In a mix of defiance and dismay, the president also stated that  “We can only rely on diplomatic pressure from the international community to bring Putin to the negotiating table.” He added that “No one has the right to negotiate with Putin without Ukraine. We have not delegated this mandate to anyone.”

That could have been a remark directed at President Trump, who has repeatedly said that he wants — and will get, if his confidence prevails — a swift conclusion to the war. Mr. Zelensky said that Trump does not currently have access to all the information concerning the war, which emerged with Russia’s illegal full-scale invasion of Ukraine in February 2022. 

Russia, according  to multiple sources, currently occupies about 18 percent of Ukrainian territory, including the Crimean peninsula and as well as portions of the Donbas region in eastern Ukraine illegally occupied by Russia since 2014. 

The comments underscore the failure if not outright futility of the Biden administration’s laconically expressed policy of providing aid to Ukraine for “as long as it takes” — more a sound bite than sound strategy.  

All this is amid a growing awareness at Kyiv that support from America and Europe is not, in the long run, likely to be open-ended. While the billions of dollars in American aid are championed by many, enthusiasm for that level of support is seen as likely to wane under the incoming Trump-Vance administration. 

In recent days there have reportedly been multiple contacts between the Ukrainian leadership and the transitional administration team, in particular with Trump’s special Ukraine envoy, Keith Kellogg. The former lieutenant general and former national security advisor is expected to make a fact-finding trip to Kyiv as soon as next month. 

For now though, with Biden busily confusing the nation about drones over New Jersey, the signals coming from Washington are still unclear. Apparently, two lines are being discussed. Some, like Elon Musk and Donald Trump Jr., the president’s eldest son, are pushing to reduce arms supplies to the Ukrainians. 

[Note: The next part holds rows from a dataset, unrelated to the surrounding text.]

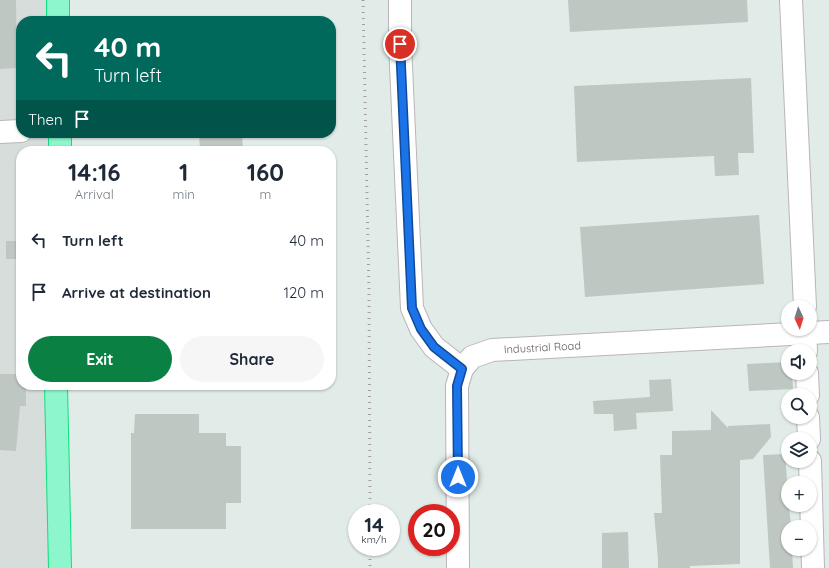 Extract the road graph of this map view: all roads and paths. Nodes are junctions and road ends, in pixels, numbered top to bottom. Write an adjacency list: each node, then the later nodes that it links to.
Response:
1 (58, 0): 4 (highway)
2 (400, 0): 10 (lane)
3 (791, 0): 7 (lane)
4 (58, 16)
5 (16, 131): 6 (lane)
6 (0, 132)
7 (804, 300)
8 (829, 332): 9 (lane, Industrial Road)
9 (806, 338): 10 (lane, Industrial Road)
10 (462, 369): 14 (lane)
11 (56, 390): 13 (highway)
12 (810, 468): 15 (lane)
13 (60, 568)
14 (458, 568)
15 (813, 568)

Others, like General Kellogg, seems to favor a more gradual approach, with the aim of forcing the ravenous Russ to start negotiations sooner rather than later — particularly as Russia’s army, despite staggering losses, is still making gains in Ukraine’s embattled east.

In any case, there seems to be one fixed point: That the Ukrainians will be asked to cede at least part of the approximate one-fifth of their territory that the Russians have taken by force. President Zelensky, through his recent statements, is seemingly coming around to this possibility. 

An astute politician, Mr. Zelensky, is also said to have his eye on shifting public opinion. According to an October 2024 Gallup poll, 52 percent of Ukrainians are in favor of “some territorial concession” in order to end the conflict. That doesn’t mean all is lost though — he could be banking on a transitional formula that could set the stage for reopening negotiations on the ultimate fate of Donbas a few years down the road. 

For now, there is still a broad consensus in Europe and in NATO that for the time being the supply of weapons to Ukraine should continue and possibly even step up in order to stem the Russian offensive in Donbas, where according to some reports Moscow is advancing by about 6.2 miles per day. 

Despite the ubiquitous Ukraine fatigue, this puts fresh pressure on everybody — on Ukraine’s army, first and foremost, but also on the incoming American president.